Set every line of the data down again exactly, and keep the pictures out.

--- Available data ---

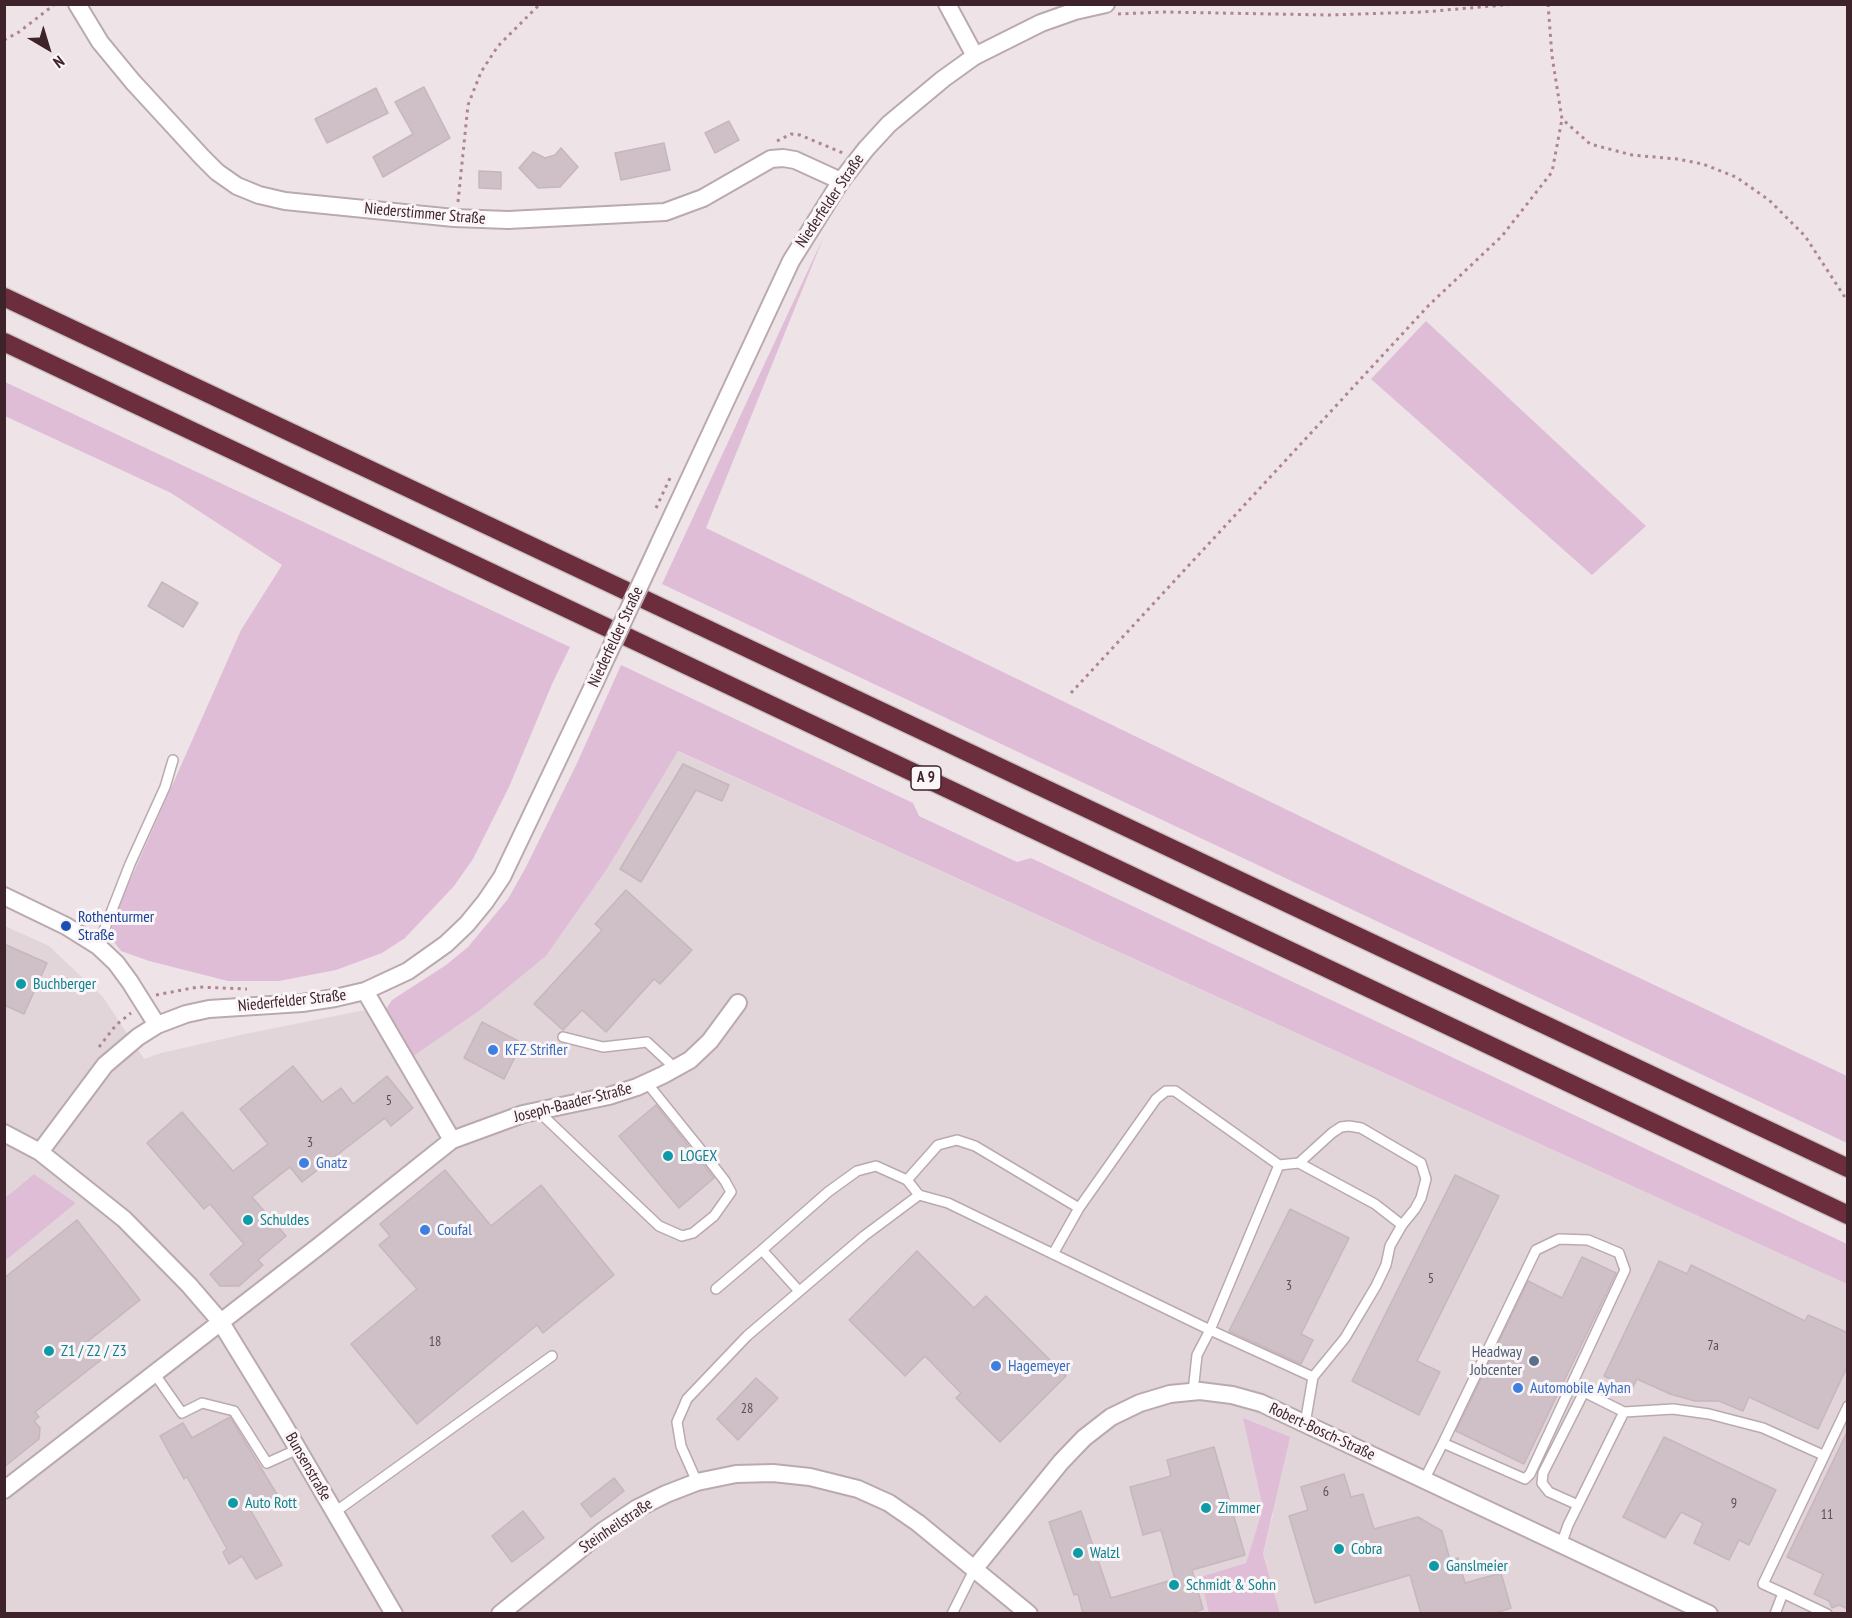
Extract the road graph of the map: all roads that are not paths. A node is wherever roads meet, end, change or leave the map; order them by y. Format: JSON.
{"nodes":[{"id":1,"x":76,"y":4,"type":"edge"},
{"id":2,"x":947,"y":4,"type":"edge"},
{"id":3,"x":1108,"y":10,"type":"edge"},
{"id":4,"x":975,"y":56,"type":"junction"},
{"id":5,"x":841,"y":181,"type":"junction"},
{"id":6,"x":4,"y":297,"type":"edge"},
{"id":7,"x":4,"y":342,"type":"edge"},
{"id":8,"x":174,"y":760,"type":"dead end"},
{"id":9,"x":4,"y":896,"type":"edge"},
{"id":10,"x":98,"y":946,"type":"junction"},
{"id":11,"x":365,"y":991,"type":"junction"},
{"id":12,"x":738,"y":1003,"type":"dead end"},
{"id":13,"x":157,"y":1025,"type":"junction"},
{"id":14,"x":563,"y":1037,"type":"dead end"},
{"id":15,"x":675,"y":1068,"type":"junction"},
{"id":16,"x":647,"y":1083,"type":"junction"},
{"id":17,"x":538,"y":1111,"type":"junction"},
{"id":18,"x":4,"y":1133,"type":"edge"},
{"id":19,"x":452,"y":1140,"type":"junction"},
{"id":20,"x":40,"y":1152,"type":"junction"},
{"id":21,"x":1299,"y":1163,"type":"junction"},
{"id":22,"x":1279,"y":1165,"type":"junction"},
{"id":23,"x":1848,"y":1168,"type":"edge"},
{"id":24,"x":907,"y":1180,"type":"junction"},
{"id":25,"x":919,"y":1195,"type":"junction"},
{"id":26,"x":1079,"y":1208,"type":"junction"},
{"id":27,"x":1848,"y":1215,"type":"edge"},
{"id":28,"x":1401,"y":1225,"type":"junction"},
{"id":29,"x":762,"y":1250,"type":"junction"},
{"id":30,"x":1053,"y":1254,"type":"junction"},
{"id":31,"x":716,"y":1288,"type":"dead end"},
{"id":32,"x":799,"y":1291,"type":"junction"},
{"id":33,"x":220,"y":1322,"type":"junction"},
{"id":34,"x":1210,"y":1330,"type":"junction"},
{"id":35,"x":552,"y":1356,"type":"dead end"},
{"id":36,"x":154,"y":1373,"type":"junction"},
{"id":37,"x":1312,"y":1377,"type":"junction"},
{"id":38,"x":1193,"y":1392,"type":"junction"},
{"id":39,"x":1848,"y":1406,"type":"edge"},
{"id":40,"x":1624,"y":1412,"type":"junction"},
{"id":41,"x":1305,"y":1424,"type":"junction"},
{"id":42,"x":1443,"y":1443,"type":"junction"},
{"id":43,"x":298,"y":1449,"type":"junction"},
{"id":44,"x":1823,"y":1455,"type":"junction"},
{"id":45,"x":1424,"y":1480,"type":"junction"},
{"id":46,"x":697,"y":1482,"type":"junction"},
{"id":47,"x":4,"y":1490,"type":"edge"},
{"id":48,"x":1578,"y":1505,"type":"junction"},
{"id":49,"x":335,"y":1512,"type":"junction"},
{"id":50,"x":1561,"y":1545,"type":"junction"},
{"id":51,"x":975,"y":1568,"type":"junction"},
{"id":52,"x":1783,"y":1593,"type":"junction"},
{"id":53,"x":394,"y":1614,"type":"edge"},
{"id":54,"x":500,"y":1614,"type":"edge"},
{"id":55,"x":952,"y":1614,"type":"edge"},
{"id":56,"x":1029,"y":1614,"type":"edge"},
{"id":57,"x":1709,"y":1614,"type":"edge"},
{"id":58,"x":1775,"y":1614,"type":"edge"},
{"id":59,"x":1827,"y":1614,"type":"edge"}],
"edges":[{"from":1,"to":5,"type":"street","name":"Niederstimmer Straße"},
{"from":2,"to":4,"type":"street"},
{"from":3,"to":4,"type":"street","name":"Niederfelder Straße"},
{"from":4,"to":5,"type":"street","name":"Niederfelder Straße"},
{"from":5,"to":11,"type":"street","name":"Niederfelder Straße","bridge":true},
{"from":6,"to":23,"type":"highway","number":"A 9"},
{"from":7,"to":27,"type":"highway","number":"A 9"},
{"from":8,"to":10,"type":"lane"},
{"from":9,"to":10,"type":"street"},
{"from":10,"to":13,"type":"street"},
{"from":11,"to":13,"type":"street","name":"Niederfelder Straße"},
{"from":11,"to":19,"type":"street"},
{"from":12,"to":15,"type":"street","name":"Joseph-Baader-Straße"},
{"from":13,"to":20,"type":"street","name":"Niederfelder Straße"},
{"from":14,"to":15,"type":"lane"},
{"from":15,"to":16,"type":"street","name":"Joseph-Baader-Straße"},
{"from":16,"to":17,"type":"street","name":"Joseph-Baader-Straße"},
{"from":16,"to":17,"type":"lane"},
{"from":17,"to":19,"type":"street","name":"Joseph-Baader-Straße"},
{"from":18,"to":20,"type":"street","name":"Bunsenstraße"},
{"from":19,"to":33,"type":"street","name":"Joseph-Baader-Straße"},
{"from":20,"to":33,"type":"street","name":"Bunsenstraße"},
{"from":21,"to":22,"type":"lane"},
{"from":21,"to":28,"type":"lane"},
{"from":21,"to":28,"type":"lane"},
{"from":22,"to":26,"type":"lane"},
{"from":22,"to":34,"type":"lane"},
{"from":24,"to":25,"type":"lane"},
{"from":24,"to":26,"type":"lane"},
{"from":24,"to":29,"type":"lane"},
{"from":25,"to":30,"type":"lane"},
{"from":25,"to":32,"type":"lane"},
{"from":26,"to":30,"type":"lane"},
{"from":28,"to":37,"type":"lane"},
{"from":29,"to":31,"type":"lane"},
{"from":29,"to":32,"type":"lane"},
{"from":30,"to":34,"type":"lane"},
{"from":32,"to":46,"type":"lane"},
{"from":33,"to":36,"type":"street"},
{"from":33,"to":43,"type":"street","name":"Bunsenstraße"},
{"from":34,"to":37,"type":"lane"},
{"from":34,"to":38,"type":"lane"},
{"from":35,"to":49,"type":"lane"},
{"from":36,"to":43,"type":"lane"},
{"from":36,"to":47,"type":"street"},
{"from":37,"to":41,"type":"lane"},
{"from":38,"to":41,"type":"street","name":"Robert-Bosch-Straße"},
{"from":38,"to":51,"type":"street","name":"Robert-Bosch-Straße"},
{"from":39,"to":44,"type":"lane"},
{"from":40,"to":44,"type":"lane"},
{"from":40,"to":48,"type":"lane"},
{"from":40,"to":48,"type":"lane"},
{"from":41,"to":45,"type":"street","name":"Robert-Bosch-Straße"},
{"from":42,"to":42,"type":"lane"},
{"from":42,"to":45,"type":"lane"},
{"from":43,"to":49,"type":"street","name":"Bunsenstraße"},
{"from":44,"to":52,"type":"lane"},
{"from":45,"to":50,"type":"street","name":"Robert-Bosch-Straße"},
{"from":46,"to":51,"type":"street","name":"Steinheilstraße"},
{"from":46,"to":54,"type":"street","name":"Steinheilstraße"},
{"from":48,"to":50,"type":"lane"},
{"from":49,"to":53,"type":"street","name":"Bunsenstraße"},
{"from":50,"to":57,"type":"street","name":"Robert-Bosch-Straße"},
{"from":51,"to":55,"type":"lane"},
{"from":51,"to":56,"type":"street","name":"Steinheilstraße"},
{"from":52,"to":58,"type":"lane"},
{"from":52,"to":59,"type":"lane"}]}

---

> _Completed exercise_:
Extract the road graph of the map: all roads that are not paths. A node is wherever roads meet, end, change or leave the map; order them by y. Format: JSON.
{"nodes":[{"id":1,"x":76,"y":4,"type":"edge"},
{"id":2,"x":947,"y":4,"type":"edge"},
{"id":3,"x":1108,"y":10,"type":"edge"},
{"id":4,"x":975,"y":56,"type":"junction"},
{"id":5,"x":841,"y":181,"type":"junction"},
{"id":6,"x":4,"y":297,"type":"edge"},
{"id":7,"x":4,"y":342,"type":"edge"},
{"id":8,"x":174,"y":760,"type":"dead end"},
{"id":9,"x":4,"y":896,"type":"edge"},
{"id":10,"x":98,"y":946,"type":"junction"},
{"id":11,"x":365,"y":991,"type":"junction"},
{"id":12,"x":738,"y":1003,"type":"dead end"},
{"id":13,"x":157,"y":1025,"type":"junction"},
{"id":14,"x":563,"y":1037,"type":"dead end"},
{"id":15,"x":675,"y":1068,"type":"junction"},
{"id":16,"x":647,"y":1083,"type":"junction"},
{"id":17,"x":538,"y":1111,"type":"junction"},
{"id":18,"x":4,"y":1133,"type":"edge"},
{"id":19,"x":452,"y":1140,"type":"junction"},
{"id":20,"x":40,"y":1152,"type":"junction"},
{"id":21,"x":1299,"y":1163,"type":"junction"},
{"id":22,"x":1279,"y":1165,"type":"junction"},
{"id":23,"x":1848,"y":1168,"type":"edge"},
{"id":24,"x":907,"y":1180,"type":"junction"},
{"id":25,"x":919,"y":1195,"type":"junction"},
{"id":26,"x":1079,"y":1208,"type":"junction"},
{"id":27,"x":1848,"y":1215,"type":"edge"},
{"id":28,"x":1401,"y":1225,"type":"junction"},
{"id":29,"x":762,"y":1250,"type":"junction"},
{"id":30,"x":1053,"y":1254,"type":"junction"},
{"id":31,"x":716,"y":1288,"type":"dead end"},
{"id":32,"x":799,"y":1291,"type":"junction"},
{"id":33,"x":220,"y":1322,"type":"junction"},
{"id":34,"x":1210,"y":1330,"type":"junction"},
{"id":35,"x":552,"y":1356,"type":"dead end"},
{"id":36,"x":154,"y":1373,"type":"junction"},
{"id":37,"x":1312,"y":1377,"type":"junction"},
{"id":38,"x":1193,"y":1392,"type":"junction"},
{"id":39,"x":1848,"y":1406,"type":"edge"},
{"id":40,"x":1624,"y":1412,"type":"junction"},
{"id":41,"x":1305,"y":1424,"type":"junction"},
{"id":42,"x":1443,"y":1443,"type":"junction"},
{"id":43,"x":298,"y":1449,"type":"junction"},
{"id":44,"x":1823,"y":1455,"type":"junction"},
{"id":45,"x":1424,"y":1480,"type":"junction"},
{"id":46,"x":697,"y":1482,"type":"junction"},
{"id":47,"x":4,"y":1490,"type":"edge"},
{"id":48,"x":1578,"y":1505,"type":"junction"},
{"id":49,"x":335,"y":1512,"type":"junction"},
{"id":50,"x":1561,"y":1545,"type":"junction"},
{"id":51,"x":975,"y":1568,"type":"junction"},
{"id":52,"x":1783,"y":1593,"type":"junction"},
{"id":53,"x":394,"y":1614,"type":"edge"},
{"id":54,"x":500,"y":1614,"type":"edge"},
{"id":55,"x":952,"y":1614,"type":"edge"},
{"id":56,"x":1029,"y":1614,"type":"edge"},
{"id":57,"x":1709,"y":1614,"type":"edge"},
{"id":58,"x":1775,"y":1614,"type":"edge"},
{"id":59,"x":1827,"y":1614,"type":"edge"}],
"edges":[{"from":1,"to":5,"type":"street","name":"Niederstimmer Straße"},
{"from":2,"to":4,"type":"street"},
{"from":3,"to":4,"type":"street","name":"Niederfelder Straße"},
{"from":4,"to":5,"type":"street","name":"Niederfelder Straße"},
{"from":5,"to":11,"type":"street","name":"Niederfelder Straße","bridge":true},
{"from":6,"to":23,"type":"highway","number":"A 9"},
{"from":7,"to":27,"type":"highway","number":"A 9"},
{"from":8,"to":10,"type":"lane"},
{"from":9,"to":10,"type":"street"},
{"from":10,"to":13,"type":"street"},
{"from":11,"to":13,"type":"street","name":"Niederfelder Straße"},
{"from":11,"to":19,"type":"street"},
{"from":12,"to":15,"type":"street","name":"Joseph-Baader-Straße"},
{"from":13,"to":20,"type":"street","name":"Niederfelder Straße"},
{"from":14,"to":15,"type":"lane"},
{"from":15,"to":16,"type":"street","name":"Joseph-Baader-Straße"},
{"from":16,"to":17,"type":"street","name":"Joseph-Baader-Straße"},
{"from":16,"to":17,"type":"lane"},
{"from":17,"to":19,"type":"street","name":"Joseph-Baader-Straße"},
{"from":18,"to":20,"type":"street","name":"Bunsenstraße"},
{"from":19,"to":33,"type":"street","name":"Joseph-Baader-Straße"},
{"from":20,"to":33,"type":"street","name":"Bunsenstraße"},
{"from":21,"to":22,"type":"lane"},
{"from":21,"to":28,"type":"lane"},
{"from":21,"to":28,"type":"lane"},
{"from":22,"to":26,"type":"lane"},
{"from":22,"to":34,"type":"lane"},
{"from":24,"to":25,"type":"lane"},
{"from":24,"to":26,"type":"lane"},
{"from":24,"to":29,"type":"lane"},
{"from":25,"to":30,"type":"lane"},
{"from":25,"to":32,"type":"lane"},
{"from":26,"to":30,"type":"lane"},
{"from":28,"to":37,"type":"lane"},
{"from":29,"to":31,"type":"lane"},
{"from":29,"to":32,"type":"lane"},
{"from":30,"to":34,"type":"lane"},
{"from":32,"to":46,"type":"lane"},
{"from":33,"to":36,"type":"street"},
{"from":33,"to":43,"type":"street","name":"Bunsenstraße"},
{"from":34,"to":37,"type":"lane"},
{"from":34,"to":38,"type":"lane"},
{"from":35,"to":49,"type":"lane"},
{"from":36,"to":43,"type":"lane"},
{"from":36,"to":47,"type":"street"},
{"from":37,"to":41,"type":"lane"},
{"from":38,"to":41,"type":"street","name":"Robert-Bosch-Straße"},
{"from":38,"to":51,"type":"street","name":"Robert-Bosch-Straße"},
{"from":39,"to":44,"type":"lane"},
{"from":40,"to":44,"type":"lane"},
{"from":40,"to":48,"type":"lane"},
{"from":40,"to":48,"type":"lane"},
{"from":41,"to":45,"type":"street","name":"Robert-Bosch-Straße"},
{"from":42,"to":42,"type":"lane"},
{"from":42,"to":45,"type":"lane"},
{"from":43,"to":49,"type":"street","name":"Bunsenstraße"},
{"from":44,"to":52,"type":"lane"},
{"from":45,"to":50,"type":"street","name":"Robert-Bosch-Straße"},
{"from":46,"to":51,"type":"street","name":"Steinheilstraße"},
{"from":46,"to":54,"type":"street","name":"Steinheilstraße"},
{"from":48,"to":50,"type":"lane"},
{"from":49,"to":53,"type":"street","name":"Bunsenstraße"},
{"from":50,"to":57,"type":"street","name":"Robert-Bosch-Straße"},
{"from":51,"to":55,"type":"lane"},
{"from":51,"to":56,"type":"street","name":"Steinheilstraße"},
{"from":52,"to":58,"type":"lane"},
{"from":52,"to":59,"type":"lane"}]}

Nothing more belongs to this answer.